The company has outperformed its peers like Verizon Communications Inc. (VZ - Free Report) and T-Mobile US, Inc. (TMUS - Free Report) . Verizon has gained 7.6%, while TMUS has increased 8.5% during this period.

T Rides on Strong Fiber Expansion and Portfolio Strength

AT&T fiber network recently reached 30 million consumer and business locations across the United States. Per a report from Grand View Research, the U.S. fiber broadband market is expected to witness a 7.5% compound annual growth rate from the 2024-2030 period. Growing usage of high bandwidth-intensive applications, government initiatives such as the BEAD program funding to bridge the digital divide, are major drivers for this growth.

AT&T is heavily investing in fiber expansion to capitalize on this emerging market trend. The company aims to reach 60 million by 2030. In the first quarter of 2025, the company added 261,000 fiber customers. Per our estimate, the company is expected to add 1,048,000 fiber customers by the end of 2025. The acquisition of Lumen’s fiber business will significantly boost its fiber footprint with the addition of 4 million fiber locations across 11 U.S. states.

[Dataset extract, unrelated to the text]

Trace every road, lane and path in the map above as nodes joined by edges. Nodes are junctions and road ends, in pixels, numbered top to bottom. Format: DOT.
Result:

The company’s strong focus on improving services for its business customers is a tailwind. It recently introduced AT&T Turbo for Business, a premium mobile service feature that offers greater performance and consistent connectivity on AT&T’s network. A robust network experience, 24/7 priority treatment is provided without any extra software and management tools. The Business Unlimited Premium 2.0 with Turbo plan for smartphones comes with unlimited prioritized data treatment and 200 GB of hotspot data. 

Such cutting-edge features make it easier for businesses to conduct essential operations like point-of-sale transactions, high-speed financial trading, and dispatch systems. The new service is ideal for sectors that require fast data transmission, such as retail, logistics, fintech and healthcare. This is expected to boost AT&T’s commercial prospects in the B2B space.

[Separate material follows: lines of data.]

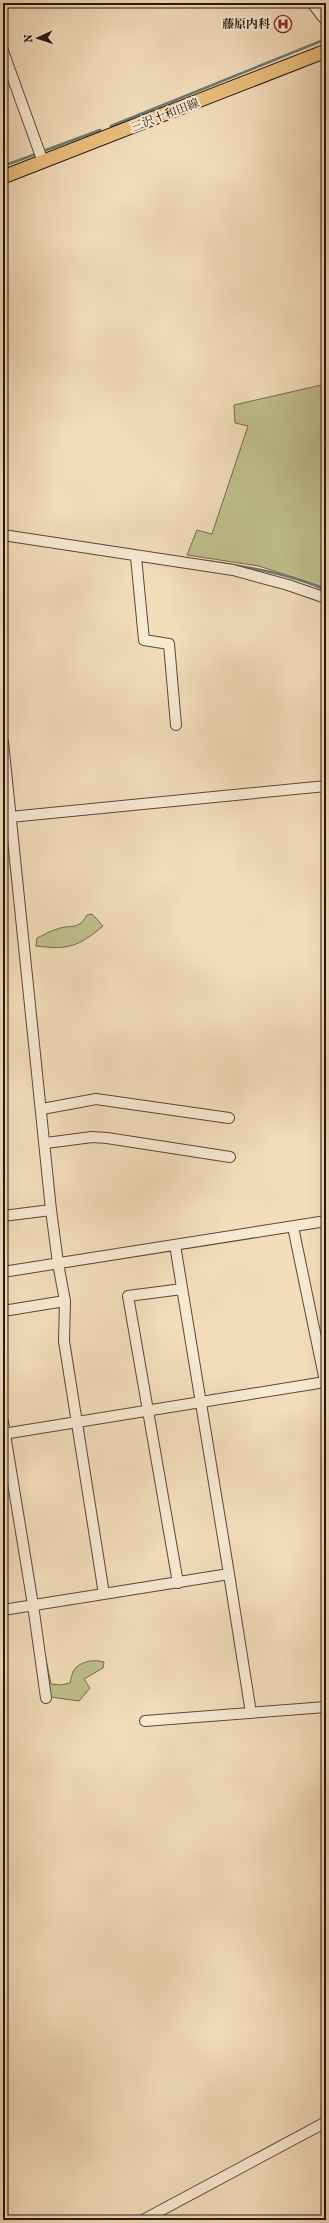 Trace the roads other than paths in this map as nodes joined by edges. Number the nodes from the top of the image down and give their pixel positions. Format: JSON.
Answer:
{"nodes":[{"id":1,"x":312,"y":3,"type":"edge"},
{"id":2,"x":326,"y":21,"type":"edge"},
{"id":3,"x":3,"y":51,"type":"edge"},
{"id":4,"x":326,"y":51,"type":"edge"},
{"id":5,"x":43,"y":162,"type":"junction"},
{"id":6,"x":3,"y":177,"type":"edge"},
{"id":7,"x":3,"y":535,"type":"edge"},
{"id":8,"x":136,"y":557,"type":"junction"},
{"id":9,"x":326,"y":598,"type":"edge"},
{"id":10,"x":176,"y":725,"type":"dead end"},
{"id":11,"x":3,"y":742,"type":"edge"},
{"id":12,"x":326,"y":786,"type":"edge"},
{"id":13,"x":10,"y":817,"type":"junction"},
{"id":14,"x":42,"y":1109,"type":"junction"},
{"id":15,"x":229,"y":1118,"type":"dead end"},
{"id":16,"x":46,"y":1143,"type":"junction"},
{"id":17,"x":230,"y":1157,"type":"dead end"},
{"id":18,"x":51,"y":1210,"type":"junction"},
{"id":19,"x":3,"y":1216,"type":"edge"},
{"id":20,"x":326,"y":1221,"type":"edge"},
{"id":21,"x":293,"y":1227,"type":"junction"},
{"id":22,"x":175,"y":1245,"type":"junction"},
{"id":23,"x":58,"y":1263,"type":"junction"},
{"id":24,"x":3,"y":1272,"type":"edge"},
{"id":25,"x":182,"y":1289,"type":"junction"},
{"id":26,"x":65,"y":1301,"type":"junction"},
{"id":27,"x":3,"y":1311,"type":"edge"},
{"id":28,"x":326,"y":1384,"type":"edge"},
{"id":29,"x":201,"y":1403,"type":"junction"},
{"id":30,"x":149,"y":1411,"type":"junction"},
{"id":31,"x":3,"y":1422,"type":"edge"},
{"id":32,"x":77,"y":1422,"type":"junction"},
{"id":33,"x":4,"y":1434,"type":"edge"},
{"id":34,"x":229,"y":1574,"type":"junction"},
{"id":35,"x":178,"y":1583,"type":"junction"},
{"id":36,"x":104,"y":1594,"type":"junction"},
{"id":37,"x":33,"y":1605,"type":"junction"},
{"id":38,"x":3,"y":1610,"type":"edge"},
{"id":39,"x":46,"y":1698,"type":"dead end"},
{"id":40,"x":326,"y":1707,"type":"edge"},
{"id":41,"x":251,"y":1713,"type":"junction"},
{"id":42,"x":145,"y":1720,"type":"dead end"},
{"id":43,"x":326,"y":2122,"type":"edge"},
{"id":44,"x":143,"y":2220,"type":"edge"}],
"edges":[{"from":1,"to":2,"type":"street"},
{"from":3,"to":5,"type":"street"},
{"from":4,"to":5,"type":"main road","name":"三沢十和田線"},
{"from":5,"to":6,"type":"main road","name":"三沢十和田線"},
{"from":7,"to":8,"type":"street"},
{"from":8,"to":9,"type":"street"},
{"from":8,"to":10,"type":"street"},
{"from":11,"to":13,"type":"street"},
{"from":12,"to":13,"type":"street"},
{"from":13,"to":14,"type":"street"},
{"from":14,"to":15,"type":"street"},
{"from":14,"to":16,"type":"street"},
{"from":16,"to":17,"type":"street"},
{"from":16,"to":18,"type":"street"},
{"from":18,"to":19,"type":"street"},
{"from":18,"to":23,"type":"street"},
{"from":20,"to":21,"type":"street"},
{"from":21,"to":22,"type":"street"},
{"from":21,"to":28,"type":"street"},
{"from":22,"to":23,"type":"street"},
{"from":22,"to":25,"type":"street"},
{"from":23,"to":24,"type":"street"},
{"from":23,"to":26,"type":"street"},
{"from":25,"to":29,"type":"street"},
{"from":25,"to":30,"type":"street"},
{"from":26,"to":27,"type":"street"},
{"from":26,"to":32,"type":"street"},
{"from":28,"to":29,"type":"street"},
{"from":29,"to":30,"type":"street"},
{"from":29,"to":34,"type":"street"},
{"from":30,"to":32,"type":"street"},
{"from":30,"to":35,"type":"street"},
{"from":31,"to":33,"type":"street"},
{"from":32,"to":33,"type":"street"},
{"from":32,"to":36,"type":"street"},
{"from":33,"to":37,"type":"street"},
{"from":34,"to":35,"type":"street"},
{"from":34,"to":41,"type":"street"},
{"from":35,"to":36,"type":"street"},
{"from":36,"to":37,"type":"street"},
{"from":37,"to":38,"type":"street"},
{"from":37,"to":39,"type":"street"},
{"from":40,"to":41,"type":"street"},
{"from":41,"to":42,"type":"street"},
{"from":43,"to":44,"type":"street"}]}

AT&T is also steadily expanding its portfolio to gain a competitive edge. The company has introduced several enhancements in its Next Generation 9-1-1 emergency communications platform, AT&T ESInet. The new features seamlessly support picture and video messaging capabilities and also offer automatic vehicle crash alerts. Such initiatives highlight AT&T’s strategy of expanding its portfolio offerings for diverse use cases in various sectors. This augurs well for long-term growth.

Major Challenges for T

AT&T operates in the highly saturated U.S. wireless market. Intensifying competition with T-Mobile, Verizon, and Comcast is weighing on its margin. Companies like Verizon and TMUS are also expanding their portfolio to gain traction in the B2B space. In the first quarter of 2025, Verizon introduced Verizon Business Assistant to support small business owners. The generative AI-powered solution comes with enticing features that streamline customer interactions. T-Mobile is also expanding its wireless offering for small and medium businesses. Its newer plans, like Business Unlimited Edge, Ultimate, and Advanced, are gaining popularity. This can intensify competition for AT&T in the B2B domain.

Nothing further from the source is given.